Parents concerned that their kids are more content talking to an imaginary friend rather than a real one need not worry, for a new study has found that such a pal can have a positive effect on children.
Karen Majors, an educational psychologist at the Institute of Education in London also insists that imaginary friends are not a sign that your kid is having trouble with mixing with others of his or her age group, but a sign that your child has an active imagination.
Such companions, Majors also states, offer their creators a confidante as well as give their self-esteem a boost.
"Imaginative children will create imaginary friends. Companionship is a big part of it. They can be a way of boosting self-confidence," the Daily Mail quoted her, as saying.
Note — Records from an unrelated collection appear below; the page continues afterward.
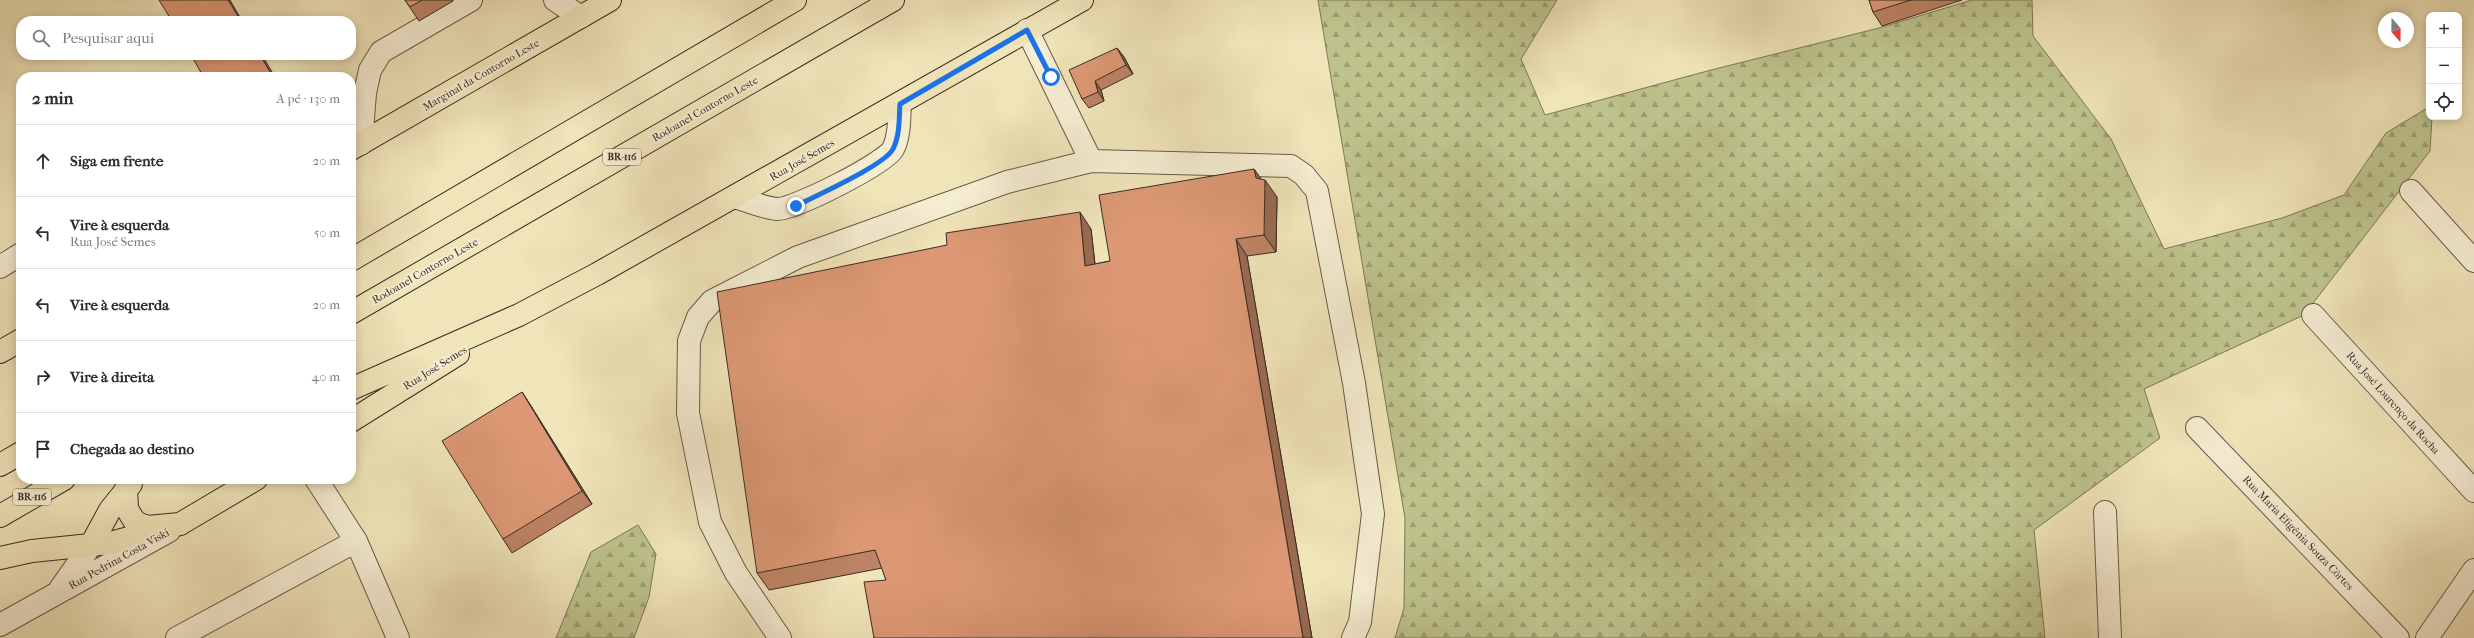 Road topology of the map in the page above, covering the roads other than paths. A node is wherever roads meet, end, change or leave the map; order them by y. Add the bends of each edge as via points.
1 (471, 0) edge
2 (555, 0) edge
3 (610, 0) edge
4 (795, 0) edge
5 (894, 0) edge
6 (1082, 0) edge
7 (581, 17) junction
8 (1027, 30) junction
9 (900, 104) junction
10 (356, 147) edge
11 (1091, 161) junction
12 (2411, 191) dead end
13 (736, 197) junction
14 (16, 257) edge
15 (356, 257) edge
16 (2474, 261) edge
17 (0, 267) edge
18 (356, 310) edge
19 (519, 315) junction
20 (2313, 315) dead end
21 (16, 343) edge
22 (0, 352) edge
23 (356, 387) edge
24 (356, 418) edge
25 (2197, 428) dead end
26 (16, 456) edge
27 (0, 465) edge
28 (55, 484) edge
29 (131, 484) edge
30 (248, 484) edge
31 (319, 484) edge
32 (2474, 492) edge
33 (2105, 512) dead end
34 (0, 516) edge
35 (180, 524) junction
36 (356, 541) junction
37 (91, 545) junction
38 (0, 558) edge
39 (2474, 570) edge
40 (57, 593) junction
41 (0, 625) edge
42 (176, 638) edge
43 (398, 638) edge
44 (780, 638) edge
45 (1353, 638) edge
46 (2110, 638) edge
47 (2398, 638) edge
48 (2427, 638) edge

1 - 10 street via 381,52 370,70
2 - 7 street
3 - 7 main road, Marginal da Contorno Leste
4 - 15 main road
5 - 18 main road, Rodoanel Contorno Leste / BR-116
6 - 8 main road, Rua José Semes
7 - 10 main road, Marginal da Contorno Leste
8 - 9 main road, Rua José Semes
8 - 11 street
9 - 13 main road, Rua José Semes
9 - 13 street via 899,127 893,150 874,165 796,206 777,209
11 - 44 street via 1007,182 798,257 712,301 698,317 689,341 688,413 710,522 736,573
11 - 45 street via 1291,166 1304,175 1317,191 1354,383 1373,514 1360,622
12 - 16 street
13 - 19 main road, Rua José Semes
14 - 17 street
19 - 23 main road, Rua José Semes
19 - 24 main road, Rua José Semes
20 - 32 street, Rua José Lourenço da Rocha
21 - 22 main road
25 - 47 street, Rua Maria Efigênia Souza Côrtes
26 - 27 main road
28 - 34 main road, BR-116
29 - 35 main road via 127,508 135,522 147,527
29 - 37 main road via 110,510
30 - 35 main road
31 - 36 street
33 - 46 street
35 - 37 main road via 131,538
35 - 40 street, Rua Pedrina Costa Viski
36 - 42 street
36 - 43 street
37 - 38 main road
37 - 40 street, Rua Pedrina Costa Viski
39 - 48 street
40 - 41 street, Rua Pedrina Costa Viski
She added that parents should not be worried that their kid's behaviour is not normal, for it is.
"Parents sometimes think, 'Is this healthy and how long should it go on for?' But it is a normal phenomenon for normal children. And it's very healthy," she said.
Ms Majors found that while girls tend to adopt younger companions, boys' imaginary friends are older, more heroic characters.
She also noted that an only child or one with a large age gap from his or her siblings is most likely to create imaginary pals to keep him or her company.
Imaginary friends are also common in victims of bullying, or when a sibling is born.
In many cases, an imaginary pal can also be a wish that a child longs to be fulfilled.
The new study also supports the findings of earlier research by psychologist Anna Toby that found that "children who have imaginary companions have more advanced communication skills".